Бывают иногда удивительно удачные совпадения, когда случай неожиданно приходит нам на помощь. Третьего дня один преподаватель из Орлеана, приехавший отдохнуть на вашем прекрасном пляже, любезно преподнес мне речь орлеанского библиотекаря, господина Каньеля, на церемонии раздачи школьных наград; в своем «Похвальном слове библиотеке» он говорит именно то, что я хотел бы сказать, и гораздо лучше, чем я мог бы выразить. Это большая удача как для вас, так и для меня.
Я прочту вам отрывок.
«Меня глубоко удивляет, что большинство из вас так мало знает наши книжные сокровища, несмотря на то, что мы стараемся сделать их как можно доступнее и приучить вас пользоваться ими. Приходите же в наши обширные книгохранилища. Знайте, что там собиралось в течение многих веков все самое лучшее, самое полезное, чего достигло человечество в познании истины и красоты. Не считайте себя незваными гостями на пиру мудрецов. Займите там уготованное вам место.

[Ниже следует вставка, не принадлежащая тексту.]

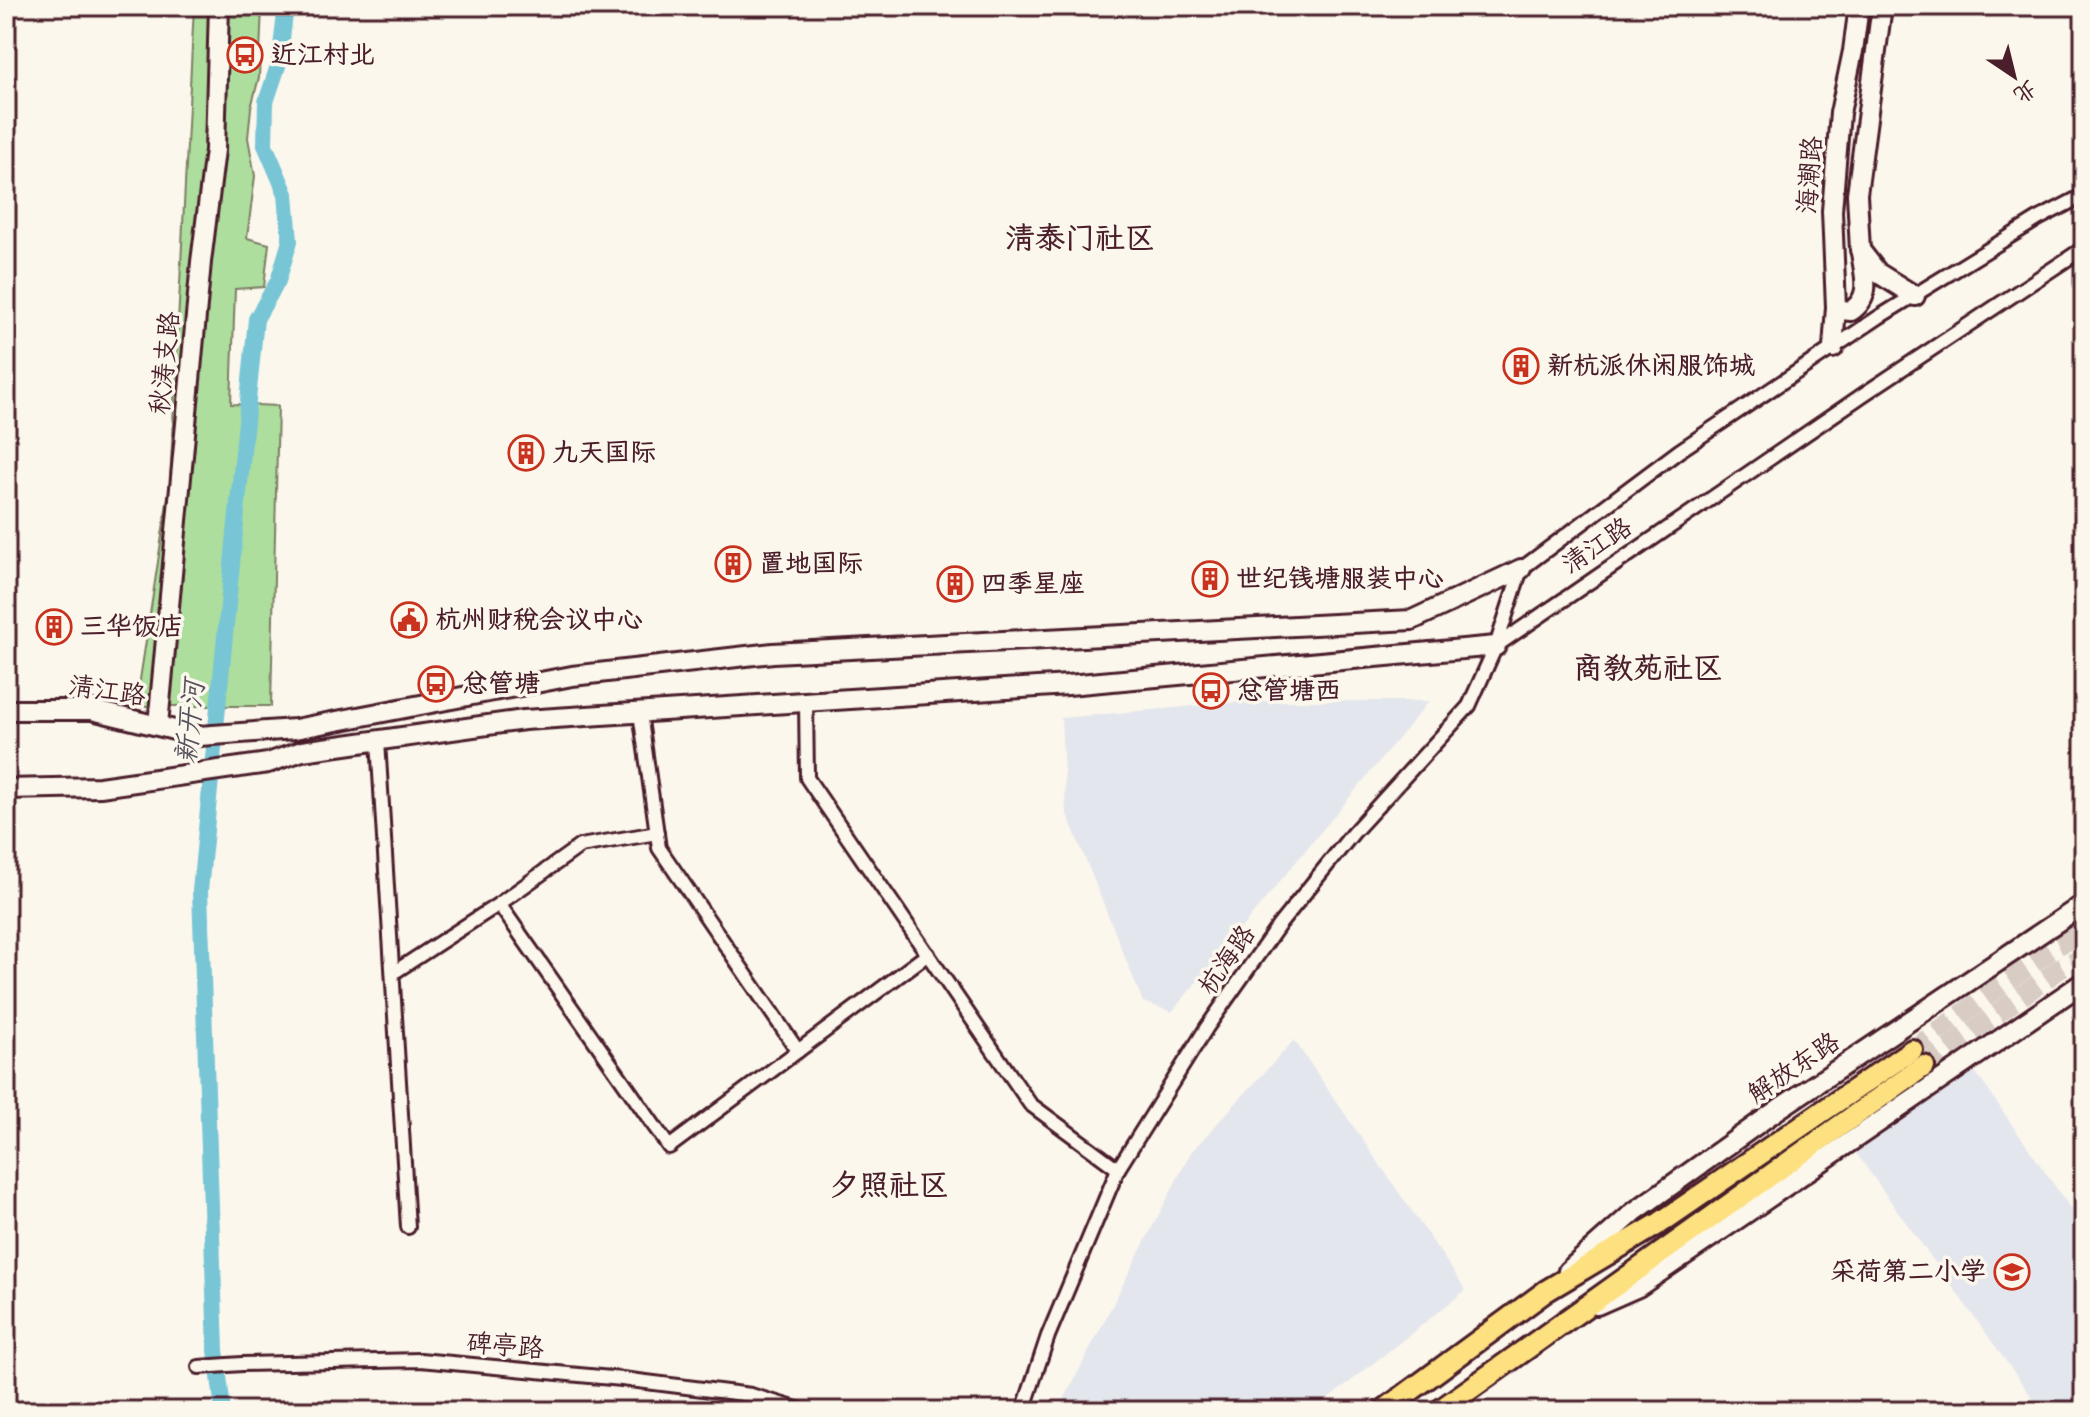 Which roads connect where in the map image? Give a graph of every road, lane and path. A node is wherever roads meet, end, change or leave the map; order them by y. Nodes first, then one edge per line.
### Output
1 (219, 6) edge
2 (1859, 6) edge
3 (1882, 6) edge
4 (2084, 195) edge
5 (2084, 248) edge
6 (1860, 250) junction
7 (1915, 296) junction
8 (1836, 307) junction
9 (1833, 348) junction
10 (1521, 569) junction
11 (1496, 646) junction
12 (806, 702) junction
13 (6, 710) edge
14 (640, 713) junction
15 (158, 725) junction
16 (378, 741) junction
17 (6, 789) edge
18 (657, 833) junction
19 (499, 904) junction
20 (2084, 904) edge
21 (928, 954) junction
22 (393, 973) junction
23 (2084, 982) edge
24 (798, 1051) junction
25 (1118, 1169) junction
26 (408, 1227) dead end
27 (1546, 1291) junction
28 (1565, 1319) junction
29 (199, 1367) dead end
30 (804, 1411) edge
31 (1023, 1411) edge
32 (1383, 1411) edge
33 (1439, 1411) edge

1 - 15 main road, 秋涛支路
2 - 8 main road, 海潮路
3 - 6 main road, 海潮路
4 - 7 street, 清江路
5 - 11 street, 清江路
6 - 7 main road
6 - 8 main road, 海潮路
7 - 9 street, 清江路
8 - 9 main road, 海潮路
9 - 10 street, 清江路
10 - 11 street, 杭海路
10 - 15 main road, 清江路
11 - 12 main road, 清江路
11 - 25 street, 杭海路
12 - 14 main road, 清江路
12 - 21 street
13 - 15 main road, 清江路
14 - 16 main road, 清江路
14 - 18 street
16 - 17 main road, 清江路
16 - 22 street
18 - 19 street
18 - 24 street
19 - 22 street
19 - 24 street
20 - 27 main road, 解放东路
21 - 24 street
21 - 25 street
22 - 26 street
23 - 28 main road, 解放东路
25 - 31 street, 杭海路
27 - 28 main road, 解放东路
27 - 32 main road, 解放东路
28 - 33 main road, 解放东路
29 - 30 street, 碑亭路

И тогда, с глазу на глаз с прекрасными творениями поэтов, ученых, артистов, историков всех времен и народов, вы правильно оцените свои способности, и вашим взорам откроются новые, широкие, неведомые горизонты.
Приходите в библиотеки, обиталище знания. Не страшитесь необъятных владений науки, удивляйтесь скорее тому, насколько в наши дни расчищены к ней пути, насколько легок к ней доступ. Как удобно бродить по светлым и просторным ее дорогам, которые развертываются перед вами во время долгих изысканий, словно аллеи чудесного парка. Вы можете отыскать тенистый уголок и отдохнуть, ибо там даже отдых целителен.
Ах, если бы я показал вам бесконечно сложные лабиринты знания прошлых веков, куда можно было проникнуть лишь по крутым тропинкам, продираясь сквозь тернии схоластики, ценою мучительных усилий, изранив руки до крови. Угрюмая, неприступная, это все же была наука, и, чтобы приблизиться к ней, Этьен Доле и Анн Дю Бур[764] пренебрегали грозной опасностью, не боялись пыток и самой смерти. Чего бы только не дали они за те бесценные сокровища, которые предоставляются вам так щедро и достаются без всякого труда!